10. Jadę do ciebie
Justin
Odkąd wyjechała czuję się samotny. Zerwałem kontakt ze znajomymi. Zamknąłem się przed światem. Nie chcę żyć bez niej. Udaję, że wszystko jest okay, ale tak naprawdę kogo ja oszukuję? Tak! Cholernie za nią tęsknię! Gdybym mógł chciałbym wykrzyczeć to całemu światu. Niestety to niemożliwe. Jeszcze ta szkoła za dwa dni. Boże wszystko się wali, a do tego dochodzi ta nauka. Nie wiem jak dam z tym radę. Ale trzeba próbować. Przecież nic innego mi nie pozostało. Jeszcze dziś popołudniu muszę iść na zebranie do szkoły, ale od razu po tym idę na klif. Chcę pomyśleć w spokoju. Potrzebuję tego. Odkąd jej nie ma nie miałem nawet na to czasu. A na dodatek ten szantaż, że jak się nie ogarnę to zacznę chodzić na terapię. Boże gdzie tu sprawiedliwość!

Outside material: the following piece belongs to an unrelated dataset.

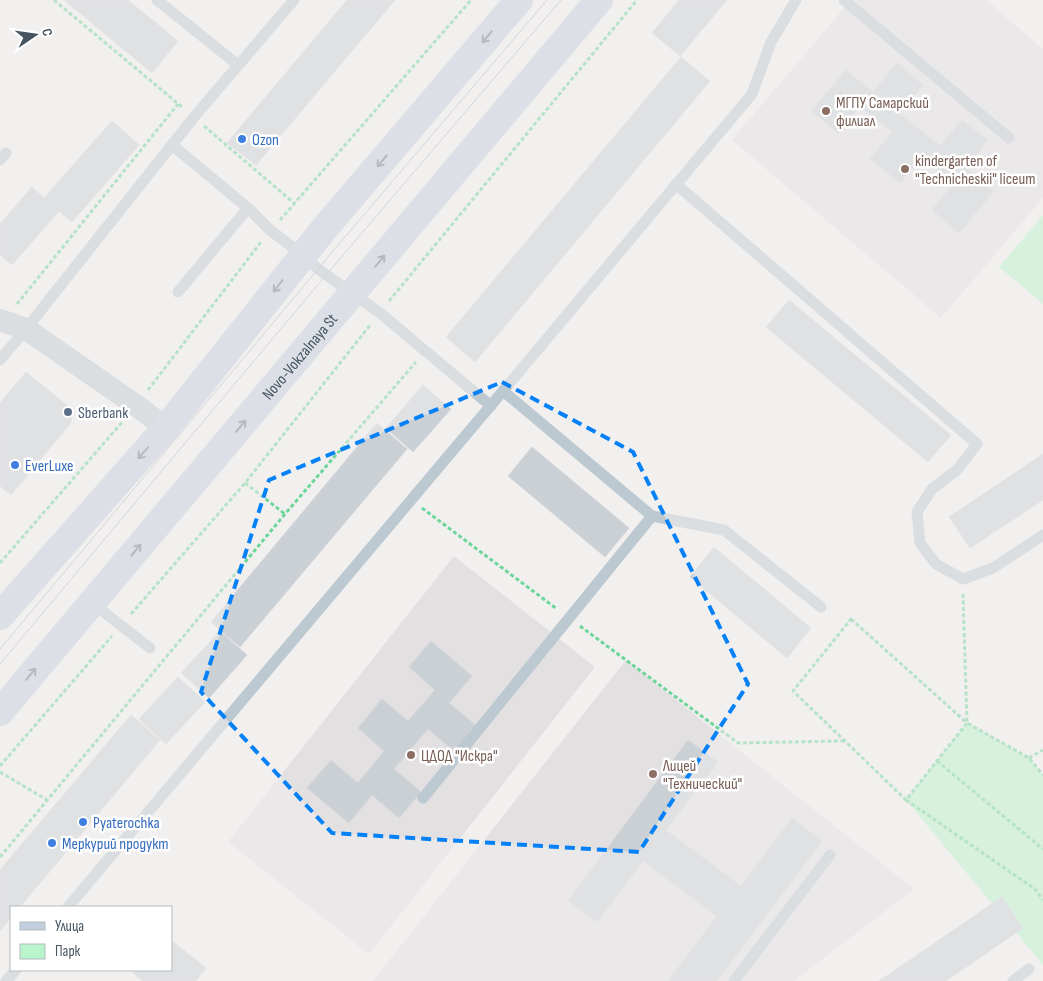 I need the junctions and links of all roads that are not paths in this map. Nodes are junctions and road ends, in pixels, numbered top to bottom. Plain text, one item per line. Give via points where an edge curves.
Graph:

Poznałem prawdę, której nikt nie miał prawa przede mną ukrywać! Może chciałem przejść tą przemianę i być już ma zawsze ze Skye?! Przecież ona jest sensem mojego życia do cholery! Dlaczego? Pytam się dlaczego? Gdyby nie to wszystko byłoby łatwiejsze. Ale po co?! Przecież dam sobie radę. Kogo chcę okłamać? Chyba siebie samego. Dobra trzeba zacząć się szykować.
* * * * *
Przez całe spotkanie nie potrafiłem skupić się na słowach nauczyciela. Ciągle myślałem o niej. O mojej małej, drobnej blondynce, zagubionej w tym dziwnym i ogromnym świecie. Chciałbym być teraz obok niej i pomóc jej odnaleźć siebie, ale kiedy nie ma jej obok ja sam nie potrafię odszukać siebie. Nie wiem kiedy tak bardzo się zmieniłem. Nim ją poznałem byłem kimś zupełnie innym. To ona mnie zmieniła. Pokazała jak być lepszym. Ile bym dał by teraz ją przytulić. Rozmyślałem też nad tym czy po prostu nie wstać i nie wybiec. Nawet wyobrażałem to sobie, ale kiedy przypomniałem sobie o terapii zrezygnowałem. Niespodziewanie zebranie się kończy. Z ulgą podnoszę się z krzesła i ruszam przed siebie.
- Bardzo nam przykro z powodu twojej straty - rzuca nauczyciel kiedy mijam go.
Jakiej straty do cholery?! Udaję, że wiem o co chodzi po czym odwracam się na pięcie i ruszam ze spuszczoną głową wzdłuż korytarza. Chcę jak najszybciej stąd wyjść. Nagle wpadam na kogoś. Moim oczom ukazuje się drobna brunetka.
- Sofia? - spoglądam na nią zaskoczony.
- Cześć Justin - rzuca i ociera łzy.
Co się tu dzieje?! Dlaczego wszyscy zachowują się, jakby ktoś zmarł?! Coś mnie ominęło?
- Przepraszam, ale muszę iść - tłumaczy dziewczyna, ale w porę chwytam jej łokieć po czym ciągnę ją na bok.
- Sofia powiesz mi w końcu co tu jest grane do jasnej cholery? - pytam spoglądając na jej twarz. Dziewczyna zaczyna płakać. Przyciągam ją do siebie po czym obejmuje. Brunetka wtula się we mnie cicho szlochając.
- Skye - szepcze, a moje serce przyśpiesza.
Coś się stało mojej Skye?
- Co ze Skye? - pytam głaszcząc ją po plecach.
- Ona nie żyje - wyrzuca to z siebie. Czuję jak moje serce się zatrzymuje.
- Co?! Poczekaj kiedy zmarła? - spoglądam na nią zrozpaczony.
- Dziś nad ranem. Podobno popełniła samobójstwo - tłumaczy mi.
- To nie możliwe - szepczę sam do siebie.
- Przykro mi Justin, ale ona odeszła. Zostawiła nas. Dlaczego to zrobiła? - pyta dziewczyna licząc na to, że jej odpowiem.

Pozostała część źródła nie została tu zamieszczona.